The remaining assignments of error involve a question of appellate practice in the supreme court of the territory. That court held, with respect to the action of the trial court in permitting answers to certain hypothetical questions addressed to physicians, that the mere general objections disclosed by the abstract of record filed under its rules were unavailing, and it declined to scrutinize the reporter's transcript for the purpose of discovering the objections said to have been actually made. On this course, the court but applied its rule that

"abstracts of record, as filed, will be treated by the court as containing such portions of the record as the parties deem sufficient upon which to try the assignments of error."

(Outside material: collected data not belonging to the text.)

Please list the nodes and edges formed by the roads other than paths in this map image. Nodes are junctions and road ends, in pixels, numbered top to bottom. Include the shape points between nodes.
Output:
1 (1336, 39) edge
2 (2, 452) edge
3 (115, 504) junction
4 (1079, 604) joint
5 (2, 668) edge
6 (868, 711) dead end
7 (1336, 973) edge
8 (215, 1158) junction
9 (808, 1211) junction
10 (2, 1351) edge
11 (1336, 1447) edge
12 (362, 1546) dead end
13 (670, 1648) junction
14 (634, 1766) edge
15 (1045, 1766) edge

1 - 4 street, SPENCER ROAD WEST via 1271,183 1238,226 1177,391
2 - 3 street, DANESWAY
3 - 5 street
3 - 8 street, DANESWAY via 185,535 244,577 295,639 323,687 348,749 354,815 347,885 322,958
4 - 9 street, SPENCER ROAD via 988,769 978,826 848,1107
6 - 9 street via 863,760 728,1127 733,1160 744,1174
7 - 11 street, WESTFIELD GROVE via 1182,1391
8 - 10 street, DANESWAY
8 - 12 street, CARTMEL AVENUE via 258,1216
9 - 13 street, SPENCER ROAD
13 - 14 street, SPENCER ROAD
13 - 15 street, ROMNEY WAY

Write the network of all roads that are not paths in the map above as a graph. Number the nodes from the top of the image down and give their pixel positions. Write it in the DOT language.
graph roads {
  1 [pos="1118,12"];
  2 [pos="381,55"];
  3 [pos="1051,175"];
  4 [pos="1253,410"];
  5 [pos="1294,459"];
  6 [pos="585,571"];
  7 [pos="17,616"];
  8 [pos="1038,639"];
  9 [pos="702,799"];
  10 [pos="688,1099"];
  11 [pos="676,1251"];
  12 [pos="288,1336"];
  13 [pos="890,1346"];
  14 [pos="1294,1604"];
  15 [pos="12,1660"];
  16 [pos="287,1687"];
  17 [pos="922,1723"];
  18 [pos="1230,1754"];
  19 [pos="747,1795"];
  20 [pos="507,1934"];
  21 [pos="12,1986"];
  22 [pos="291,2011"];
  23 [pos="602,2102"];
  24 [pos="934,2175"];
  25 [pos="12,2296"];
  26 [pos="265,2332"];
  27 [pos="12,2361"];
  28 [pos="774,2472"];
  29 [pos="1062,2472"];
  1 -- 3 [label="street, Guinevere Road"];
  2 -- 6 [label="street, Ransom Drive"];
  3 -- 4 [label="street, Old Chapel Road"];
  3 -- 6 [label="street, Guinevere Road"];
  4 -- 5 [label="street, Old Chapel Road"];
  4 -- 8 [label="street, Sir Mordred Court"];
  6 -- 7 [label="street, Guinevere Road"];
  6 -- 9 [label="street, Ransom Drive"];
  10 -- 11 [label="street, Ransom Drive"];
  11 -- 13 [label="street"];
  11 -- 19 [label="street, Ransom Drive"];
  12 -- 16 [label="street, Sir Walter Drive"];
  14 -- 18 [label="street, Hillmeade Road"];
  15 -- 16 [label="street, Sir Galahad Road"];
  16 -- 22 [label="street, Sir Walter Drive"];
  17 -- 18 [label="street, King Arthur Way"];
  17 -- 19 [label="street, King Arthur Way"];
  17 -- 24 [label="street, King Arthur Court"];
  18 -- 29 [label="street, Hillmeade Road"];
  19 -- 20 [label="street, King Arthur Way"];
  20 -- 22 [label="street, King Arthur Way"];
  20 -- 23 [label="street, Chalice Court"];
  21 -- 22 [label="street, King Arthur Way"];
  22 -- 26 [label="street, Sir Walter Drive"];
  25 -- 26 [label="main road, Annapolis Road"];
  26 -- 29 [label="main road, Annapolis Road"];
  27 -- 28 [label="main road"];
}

Rule I, sub. VI, 8 Ariz. iv. It is urged that the refusal to examine the reporter's transcript was in violation of the Act of 1907 (Laws of Arizona, 1907, c. 74, p. 122). But the statute has not been thus construed, and we find no ground upon which we should be justified in holding

Page 231 U. S. 583

that the court committed error in following the established practice to which the court alludes in its opinion. 13 Ariz. 80, 84; Laws of Arizona 1907, c. 74, pp. 130, 131; Liberty Mining & Smelting Co. v. Geddes, 11 Ariz. 54; Donohoe v. El Paso & S.W. R. Co., 11 Ariz. 293; Title Guaranty & Surety Co. v. Nichols, 12 Ariz. 405; Sanford v. Ainsa, 13 Ariz. 287, 228 U. S. 705, 707.

The judgment is affirmed.

Affirmed.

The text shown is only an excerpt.